What is expected -
Return each record unchanged and drop the images.

^^^^^^^^

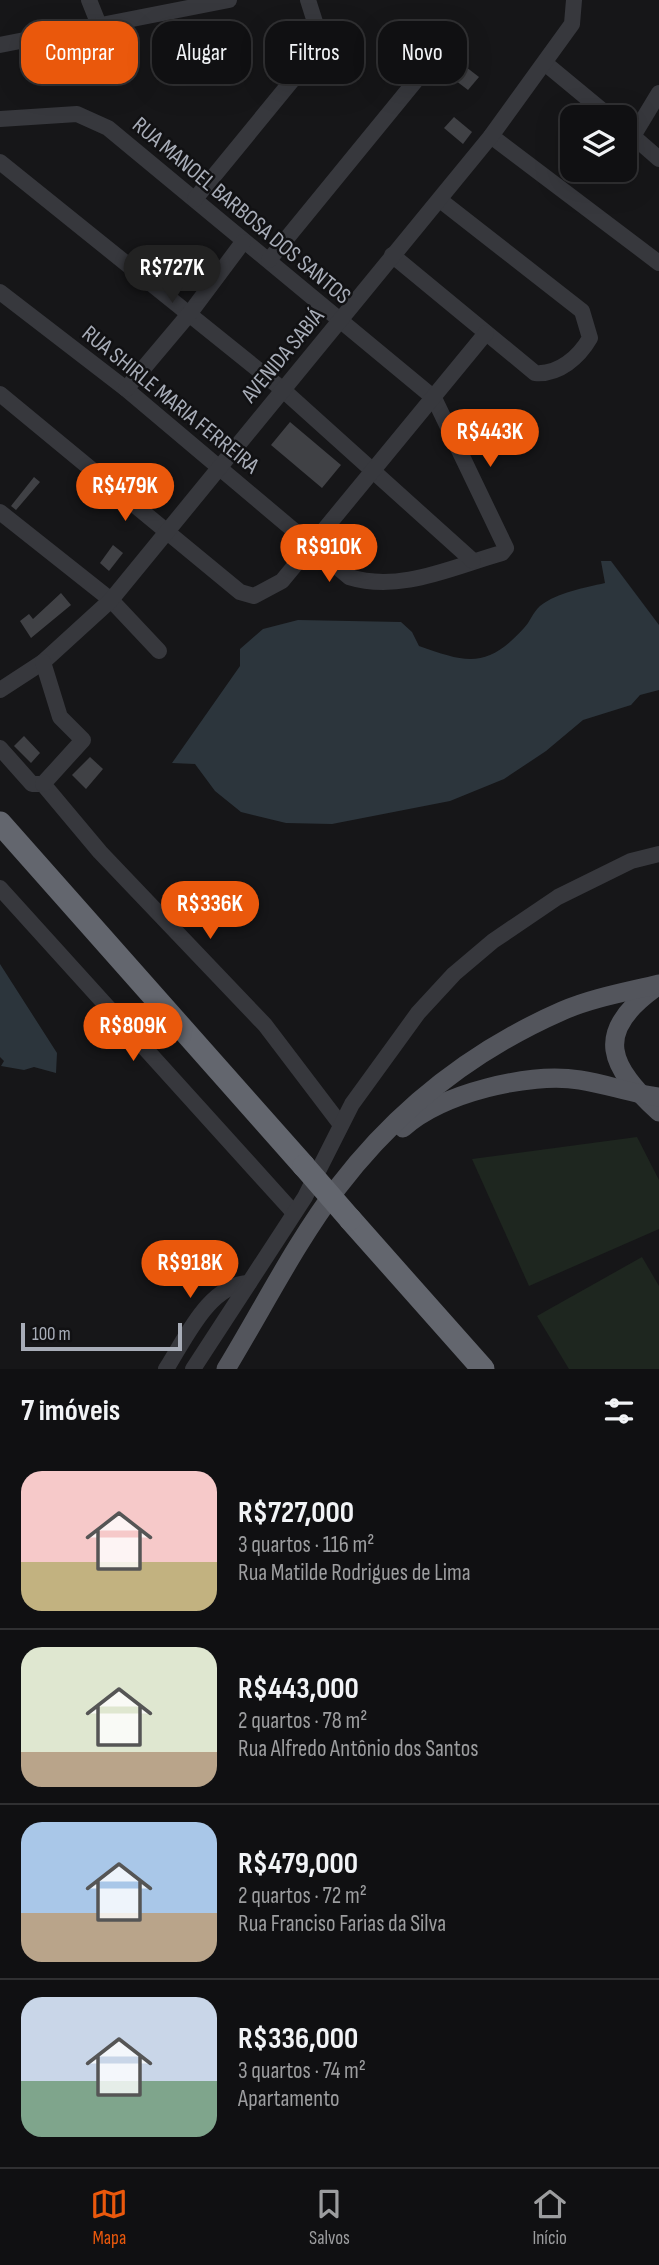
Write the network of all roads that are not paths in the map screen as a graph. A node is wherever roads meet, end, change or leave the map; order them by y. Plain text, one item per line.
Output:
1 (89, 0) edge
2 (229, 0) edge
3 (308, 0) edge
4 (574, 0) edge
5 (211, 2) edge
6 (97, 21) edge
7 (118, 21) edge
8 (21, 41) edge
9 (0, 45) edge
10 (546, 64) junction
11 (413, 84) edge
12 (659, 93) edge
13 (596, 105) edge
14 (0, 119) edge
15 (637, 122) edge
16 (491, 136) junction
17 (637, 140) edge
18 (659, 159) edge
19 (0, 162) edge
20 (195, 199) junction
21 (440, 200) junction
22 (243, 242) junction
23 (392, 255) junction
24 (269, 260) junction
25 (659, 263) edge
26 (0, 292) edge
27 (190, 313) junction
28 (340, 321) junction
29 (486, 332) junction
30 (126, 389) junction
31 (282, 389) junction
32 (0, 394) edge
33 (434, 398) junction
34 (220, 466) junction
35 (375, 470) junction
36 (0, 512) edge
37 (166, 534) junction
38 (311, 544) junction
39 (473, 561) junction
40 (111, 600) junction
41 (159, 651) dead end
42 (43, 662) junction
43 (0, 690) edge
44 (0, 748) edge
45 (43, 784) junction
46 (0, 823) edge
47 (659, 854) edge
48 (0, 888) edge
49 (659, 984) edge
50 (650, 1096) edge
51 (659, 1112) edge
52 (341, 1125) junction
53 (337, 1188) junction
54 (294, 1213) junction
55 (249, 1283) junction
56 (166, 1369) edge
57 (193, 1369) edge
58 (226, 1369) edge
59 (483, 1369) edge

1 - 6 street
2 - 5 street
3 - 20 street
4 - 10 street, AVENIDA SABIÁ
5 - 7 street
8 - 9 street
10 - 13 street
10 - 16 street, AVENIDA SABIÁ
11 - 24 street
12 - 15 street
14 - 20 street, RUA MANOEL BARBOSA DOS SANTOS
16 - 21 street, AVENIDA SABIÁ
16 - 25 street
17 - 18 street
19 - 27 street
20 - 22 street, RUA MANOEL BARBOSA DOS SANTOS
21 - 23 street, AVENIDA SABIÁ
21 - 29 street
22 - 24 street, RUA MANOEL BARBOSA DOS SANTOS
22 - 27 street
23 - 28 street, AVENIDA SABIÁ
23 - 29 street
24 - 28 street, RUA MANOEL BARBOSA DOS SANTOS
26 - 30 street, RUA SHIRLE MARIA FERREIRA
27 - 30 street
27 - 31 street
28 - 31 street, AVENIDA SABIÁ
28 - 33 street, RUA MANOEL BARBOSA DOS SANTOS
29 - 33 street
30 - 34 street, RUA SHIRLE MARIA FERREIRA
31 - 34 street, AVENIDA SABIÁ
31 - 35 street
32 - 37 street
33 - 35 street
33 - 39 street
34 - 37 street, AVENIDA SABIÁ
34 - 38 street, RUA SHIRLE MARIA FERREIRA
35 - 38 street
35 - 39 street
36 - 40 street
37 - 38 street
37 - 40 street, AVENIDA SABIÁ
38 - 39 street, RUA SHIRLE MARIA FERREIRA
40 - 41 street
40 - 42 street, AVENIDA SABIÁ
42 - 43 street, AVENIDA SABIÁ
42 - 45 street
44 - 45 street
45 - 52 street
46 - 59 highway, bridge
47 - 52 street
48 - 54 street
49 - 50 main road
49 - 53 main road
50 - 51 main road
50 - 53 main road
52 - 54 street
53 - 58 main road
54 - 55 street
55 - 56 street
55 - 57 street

^^^^^^^^

Result of the task -
Write the network of all roads that are not paths in the map screen as a graph. A node is wherever roads meet, end, change or leave the map; order them by y. Plain text, one item per line.
Output:
1 (89, 0) edge
2 (229, 0) edge
3 (308, 0) edge
4 (574, 0) edge
5 (211, 2) edge
6 (97, 21) edge
7 (118, 21) edge
8 (21, 41) edge
9 (0, 45) edge
10 (546, 64) junction
11 (413, 84) edge
12 (659, 93) edge
13 (596, 105) edge
14 (0, 119) edge
15 (637, 122) edge
16 (491, 136) junction
17 (637, 140) edge
18 (659, 159) edge
19 (0, 162) edge
20 (195, 199) junction
21 (440, 200) junction
22 (243, 242) junction
23 (392, 255) junction
24 (269, 260) junction
25 (659, 263) edge
26 (0, 292) edge
27 (190, 313) junction
28 (340, 321) junction
29 (486, 332) junction
30 (126, 389) junction
31 (282, 389) junction
32 (0, 394) edge
33 (434, 398) junction
34 (220, 466) junction
35 (375, 470) junction
36 (0, 512) edge
37 (166, 534) junction
38 (311, 544) junction
39 (473, 561) junction
40 (111, 600) junction
41 (159, 651) dead end
42 (43, 662) junction
43 (0, 690) edge
44 (0, 748) edge
45 (43, 784) junction
46 (0, 823) edge
47 (659, 854) edge
48 (0, 888) edge
49 (659, 984) edge
50 (650, 1096) edge
51 (659, 1112) edge
52 (341, 1125) junction
53 (337, 1188) junction
54 (294, 1213) junction
55 (249, 1283) junction
56 (166, 1369) edge
57 (193, 1369) edge
58 (226, 1369) edge
59 (483, 1369) edge

1 - 6 street
2 - 5 street
3 - 20 street
4 - 10 street, AVENIDA SABIÁ
5 - 7 street
8 - 9 street
10 - 13 street
10 - 16 street, AVENIDA SABIÁ
11 - 24 street
12 - 15 street
14 - 20 street, RUA MANOEL BARBOSA DOS SANTOS
16 - 21 street, AVENIDA SABIÁ
16 - 25 street
17 - 18 street
19 - 27 street
20 - 22 street, RUA MANOEL BARBOSA DOS SANTOS
21 - 23 street, AVENIDA SABIÁ
21 - 29 street
22 - 24 street, RUA MANOEL BARBOSA DOS SANTOS
22 - 27 street
23 - 28 street, AVENIDA SABIÁ
23 - 29 street
24 - 28 street, RUA MANOEL BARBOSA DOS SANTOS
26 - 30 street, RUA SHIRLE MARIA FERREIRA
27 - 30 street
27 - 31 street
28 - 31 street, AVENIDA SABIÁ
28 - 33 street, RUA MANOEL BARBOSA DOS SANTOS
29 - 33 street
30 - 34 street, RUA SHIRLE MARIA FERREIRA
31 - 34 street, AVENIDA SABIÁ
31 - 35 street
32 - 37 street
33 - 35 street
33 - 39 street
34 - 37 street, AVENIDA SABIÁ
34 - 38 street, RUA SHIRLE MARIA FERREIRA
35 - 38 street
35 - 39 street
36 - 40 street
37 - 38 street
37 - 40 street, AVENIDA SABIÁ
38 - 39 street, RUA SHIRLE MARIA FERREIRA
40 - 41 street
40 - 42 street, AVENIDA SABIÁ
42 - 43 street, AVENIDA SABIÁ
42 - 45 street
44 - 45 street
45 - 52 street
46 - 59 highway, bridge
47 - 52 street
48 - 54 street
49 - 50 main road
49 - 53 main road
50 - 51 main road
50 - 53 main road
52 - 54 street
53 - 58 main road
54 - 55 street
55 - 56 street
55 - 57 street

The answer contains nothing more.